• Input records

- - -

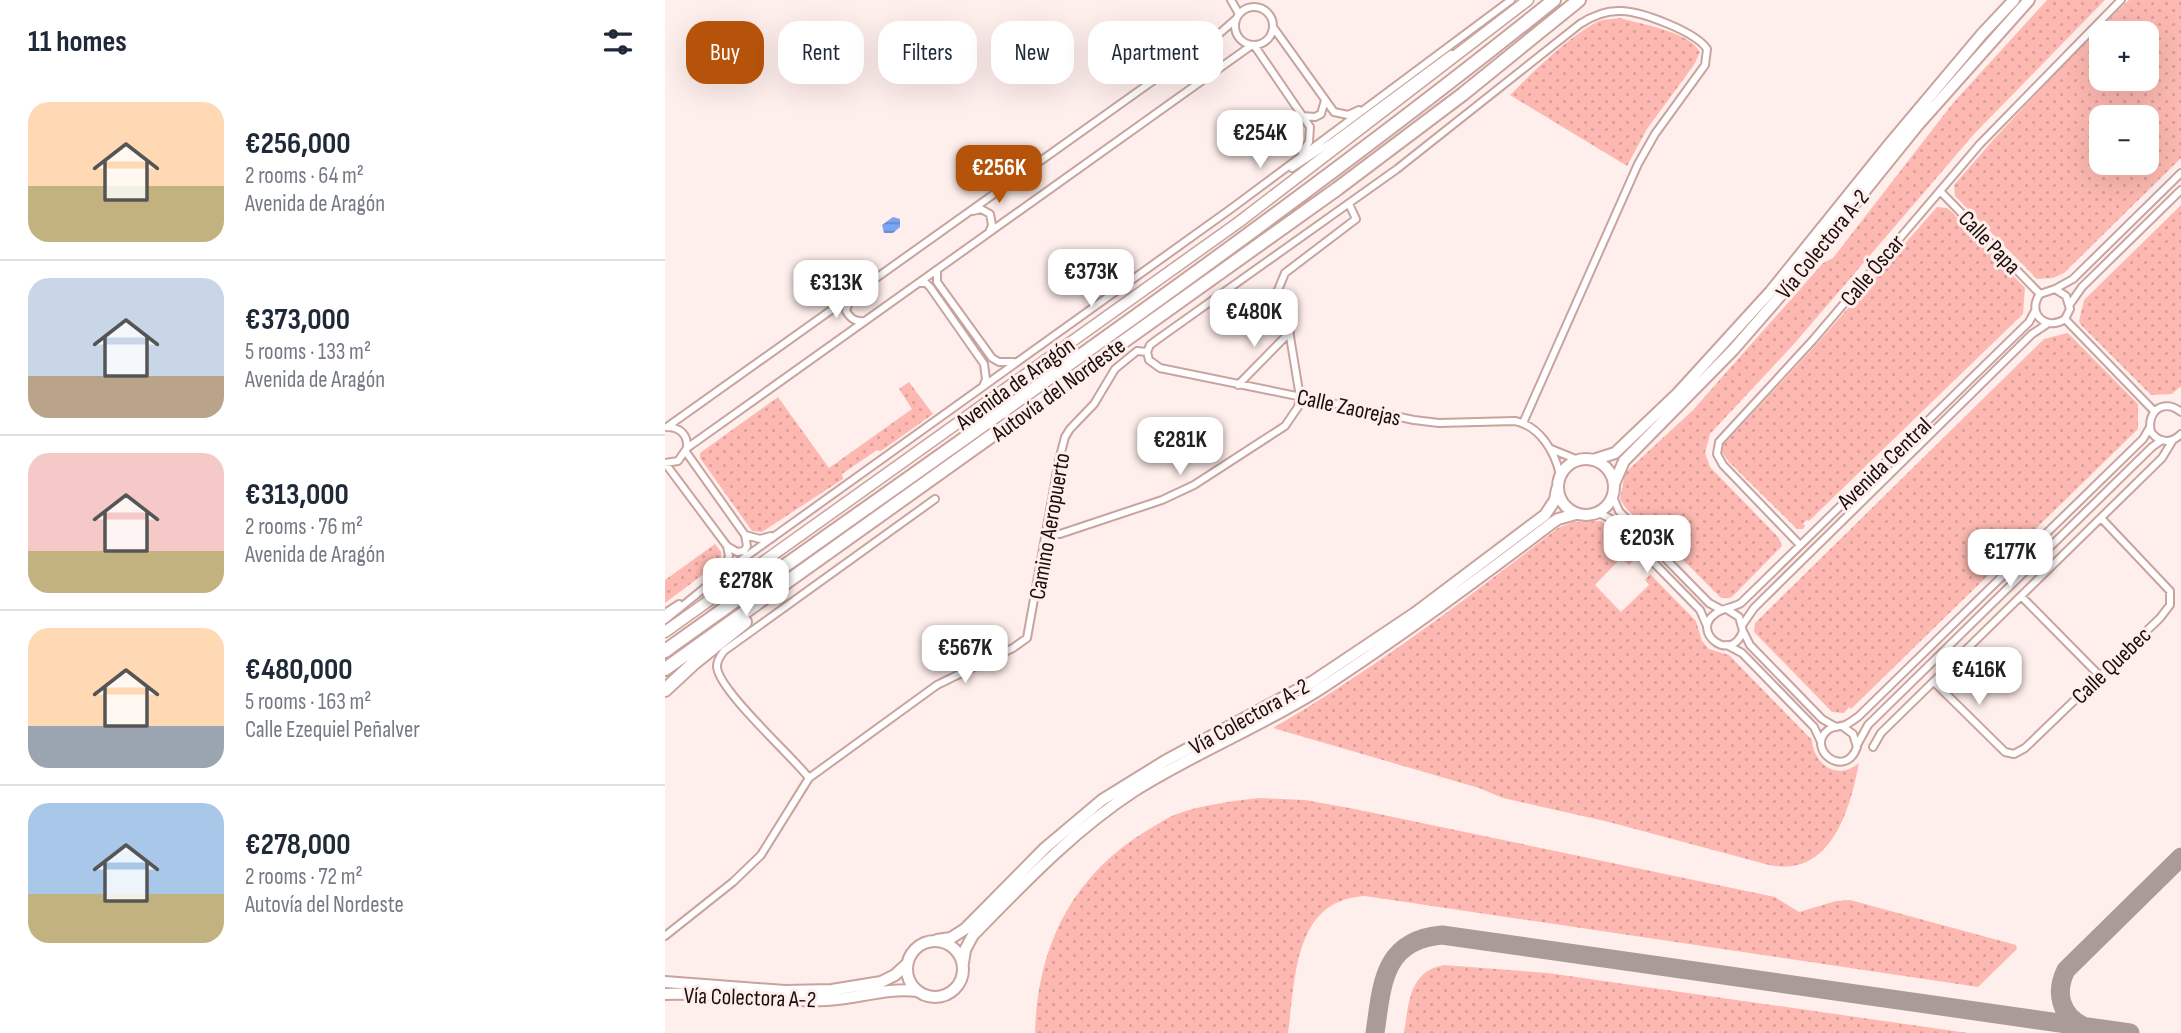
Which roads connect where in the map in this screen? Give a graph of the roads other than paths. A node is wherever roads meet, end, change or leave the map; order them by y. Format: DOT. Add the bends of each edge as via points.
graph roads {
  1 [pos="1231,0"];
  2 [pos="1243,0"];
  3 [pos="1511,0"];
  4 [pos="1527,0"];
  5 [pos="1554,0"];
  6 [pos="1579,0"];
  7 [pos="2014,0"];
  8 [pos="2029,0"];
  9 [pos="2121,0"];
  10 [pos="1253,7"];
  11 [pos="1238,17"];
  12 [pos="1273,27"];
  13 [pos="1253,45"];
  14 [pos="1325,100"];
  15 [pos="1370,105"];
  16 [pos="1303,116"];
  17 [pos="2181,173"];
  18 [pos="1273,178"];
  19 [pos="2181,190"];
  20 [pos="1940,191"];
  21 [pos="1349,204"];
  22 [pos="1232,208"];
  23 [pos="971,211"];
  24 [pos="990,231"];
  25 [pos="937,271"];
  26 [pos="919,283"];
  27 [pos="2055,289"];
  28 [pos="852,294"];
  29 [pos="2040,294"];
  30 [pos="2070,304"];
  31 [pos="2035,311"];
  32 [pos="2065,319"];
  33 [pos="865,321"];
  34 [pos="2047,324"];
  35 [pos="1290,332"];
  36 [pos="1147,352"];
  37 [pos="1023,359"];
  38 [pos="1238,385"];
  39 [pos="982,387"];
  40 [pos="1300,397"];
  41 [pos="2181,400"];
  42 [pos="2170,406"];
  43 [pos="2154,411"];
  44 [pos="2181,412"];
  45 [pos="1523,423"];
  46 [pos="666,427"];
  47 [pos="2150,427"];
  48 [pos="2181,434"];
  49 [pos="2162,440"];
  50 [pos="2172,440"];
  51 [pos="1551,449"];
  52 [pos="687,450"];
  53 [pos="1578,460"];
  54 [pos="1593,460"];
  55 [pos="665,463"];
  56 [pos="1560,475"];
  57 [pos="1614,484"];
  58 [pos="1557,489"];
  59 [pos="1613,497"];
  60 [pos="935,499"];
  61 [pos="1599,513"];
  62 [pos="1576,514"];
  63 [pos="2101,518"];
  64 [pos="860,530"];
  65 [pos="1046,532"];
  66 [pos="779,533"];
  67 [pos="745,535"];
  68 [pos="1800,545"];
  69 [pos="727,546"];
  70 [pos="723,573"];
  71 [pos="698,592"];
  72 [pos="2021,596"];
  73 [pos="1725,610"];
  74 [pos="665,613"];
  75 [pos="665,620"];
  76 [pos="1707,626"];
  77 [pos="1742,628"];
  78 [pos="665,632"];
  79 [pos="1727,645"];
  80 [pos="665,650"];
  81 [pos="665,669"];
  82 [pos="2100,676"];
  83 [pos="1934,682"];
  84 [pos="665,692"];
  85 [pos="1839,726"];
  86 [pos="1821,742"];
  87 [pos="1857,747"];
  88 [pos="1873,747"];
  89 [pos="809,778"];
  90 [pos="665,936"];
  91 [pos="937,940"];
  92 [pos="963,963"];
  93 [pos="907,964"];
  94 [pos="665,982"];
  95 [pos="917,991"];
  96 [pos="665,994"];
  1 -- 11 [label="street"];
  2 -- 10 [label="street"];
  3 -- 15 [label="street"];
  4 -- 22 [label="street" via="1335,140"];
  4 -- 78 [label="street, Avenida de Aragón" via="1239,222"];
  5 -- 80 [label="highway, Autovía del Nordeste" via="1318,184"];
  6 -- 64 [label="highway, Autovía del Nordeste" via="1337,189"];
  7 -- 54 [label="main road, Vía Colectora A-2" via="1771,291 1678,393 1615,453"];
  8 -- 57 [label="main road, Vía Colectora A-2" via="1917,126 1749,331 1624,461"];
  9 -- 20 [label="street, Calle Óscar" via="2005,117"];
  10 -- 11 [label="street"];
  10 -- 12 [label="street" via="1267,13"];
  11 -- 13 [label="street" via="1238,36"];
  11 -- 23 [label="street"];
  12 -- 13 [label="street" via="1265,41"];
  12 -- 14 [label="street"];
  13 -- 16 [label="street"];
  13 -- 24 [label="street"];
  14 -- 15 [label="street" via="1334,112 1348,115"];
  14 -- 16 [label="street" via="1321,114"];
  15 -- 18 [label="street"];
  16 -- 18 [label="street" via="1310,127 1309,142"];
  17 -- 27 [label="street" via="2073,279"];
  18 -- 22 [label="street"];
  19 -- 30 [label="street" via="2081,287"];
  20 -- 29 [label="street, Calle Papa"];
  20 -- 68 [label="street, Calle Óscar" via="1719,442 1717,454 1723,465"];
  21 -- 35 [label="street" via="1356,219 1285,273 1279,284"];
  21 -- 36 [label="street, Camino Aeropuerto" via="1158,339"];
  21 -- 45 [label="street, Camino Aeropuerto" via="1593,16 1633,13 1703,43 1705,65 1638,163"];
  22 -- 37 [label="street"];
  23 -- 24 [label="street" via="981,209 989,214"];
  23 -- 28 [label="street"];
  24 -- 25 [label="street"];
  25 -- 26 [label="street"];
  25 -- 37 [label="street" via="937,282 992,358 1009,364"];
  26 -- 33 [label="street"];
  26 -- 39 [label="street" via="930,287 984,364"];
  27 -- 29 [label="street"];
  27 -- 30 [label="street"];
  28 -- 33 [label="street" via="846,311 858,322"];
  28 -- 46 [label="street"];
  29 -- 31 [label="street"];
  30 -- 32 [label="street"];
  31 -- 34 [label="street"];
  31 -- 68 [label="street, Avenida Central"];
  32 -- 34 [label="street"];
  32 -- 43 [label="street"];
  33 -- 52 [label="street"];
  34 -- 77 [label="street, Avenida Central" via="1753,608"];
  35 -- 38 [label="street"];
  35 -- 40 [label="street"];
  36 -- 38 [label="street, Calle Zaorejas" via="1160,368"];
  36 -- 65 [label="street, Camino Aeropuerto" via="1137,351 1115,369 1094,404 1065,437"];
  37 -- 39 [label="street"];
  38 -- 40 [label="street, Calle Zaorejas"];
  39 -- 66 [label="street"];
  40 -- 45 [label="street, Calle Zaorejas" via="1427,422"];
  40 -- 65 [label="street" via="1285,426 1194,485 1060,534"];
  41 -- 42 [label="street"];
  42 -- 43 [label="street"];
  42 -- 44 [label="street"];
  43 -- 47 [label="street"];
  45 -- 51 [label="street"];
  46 -- 52 [label="street" via="683,433"];
  47 -- 49 [label="street"];
  47 -- 85 [label="street" via="2143,439 1869,707"];
  48 -- 50 [label="street"];
  49 -- 50 [label="street"];
  49 -- 87 [label="street" via="1868,725"];
  50 -- 63 [label="street" via="2162,458"];
  51 -- 53 [label="street"];
  51 -- 56 [label="street"];
  52 -- 55 [label="street" via="678,461"];
  52 -- 67 [label="street"];
  53 -- 54 [label="main road"];
  53 -- 56 [label="main road"];
  54 -- 57 [label="main road" via="1605,466"];
  55 -- 69 [label="street"];
  56 -- 58 [label="main road"];
  57 -- 59 [label="main road"];
  58 -- 62 [label="main road" via="1563,505"];
  58 -- 91 [label="main road, Vía Colectora A-2" via="1545,514 1438,597 1302,688 1102,800 1045,848 965,929"];
  59 -- 61 [label="main road"];
  59 -- 73 [label="street" via="1619,511 1709,603"];
  60 -- 89 [label="street" via="719,658 720,676 734,695"];
  61 -- 62 [label="main road"];
  61 -- 76 [label="street" via="1611,519 1700,610"];
  62 -- 92 [label="main road, Vía Colectora A-2" via="1552,523 1421,622 1318,691 1108,809 1052,855 973,935"];
  63 -- 72 [label="street"];
  63 -- 82 [label="street, Calle Quebec" via="2170,591 2171,601"];
  64 -- 81 [label="highway, Autovía del Nordeste"];
  64 -- 84 [label="highway" via="694,663"];
  65 -- 89 [label="street, Camino Aeropuerto" via="1027,638 1022,644 930,689"];
  66 -- 67 [label="street" via="760,539"];
  66 -- 70 [label="street"];
  67 -- 69 [label="street" via="744,551"];
  68 -- 73 [label="street, Avenida Central" via="1741,603"];
  69 -- 70 [label="street"];
  70 -- 71 [label="street"];
  71 -- 74 [label="street"];
  71 -- 75 [label="street"];
  72 -- 82 [label="street"];
  72 -- 83 [label="street"];
  73 -- 76 [label="street" via="1712,616"];
  73 -- 77 [label="street" via="1739,617"];
  76 -- 79 [label="street" via="1713,640"];
  77 -- 79 [label="street" via="1737,640"];
  77 -- 85 [label="street" via="1750,645 1822,719"];
  79 -- 86 [label="street" via="1742,653 1811,724"];
  82 -- 83 [label="street, Calle Quebec" via="2014,754 2005,752"];
  83 -- 88 [label="street" via="1881,733"];
  85 -- 86 [label="street" via="1826,732"];
  85 -- 87 [label="street" via="1853,734"];
  86 -- 87 [label="street" via="1824,754 1834,761 1846,761"];
  89 -- 90 [label="street, Camino Aeropuerto" via="761,855"];
  91 -- 92 [label="main road" via="952,946"];
  91 -- 93 [label="main road" via="920,944"];
  92 -- 95 [label="main road" via="961,979 948,994 929,997"];
  93 -- 94 [label="main road, Vía Colectora A-2" via="881,982 832,990"];
  93 -- 95 [label="main road" via="909,982"];
  95 -- 96 [label="main road, Vía Colectora A-2" via="898,988 809,1001"];
}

- - -

• Work item
The answer must consist of each line in the entries above that includes "Autovía".

• Exercise response
  5 -- 80 [label="highway, Autovía del Nordeste" via="1318,184"];
  6 -- 64 [label="highway, Autovía del Nordeste" via="1337,189"];
  64 -- 81 [label="highway, Autovía del Nordeste"];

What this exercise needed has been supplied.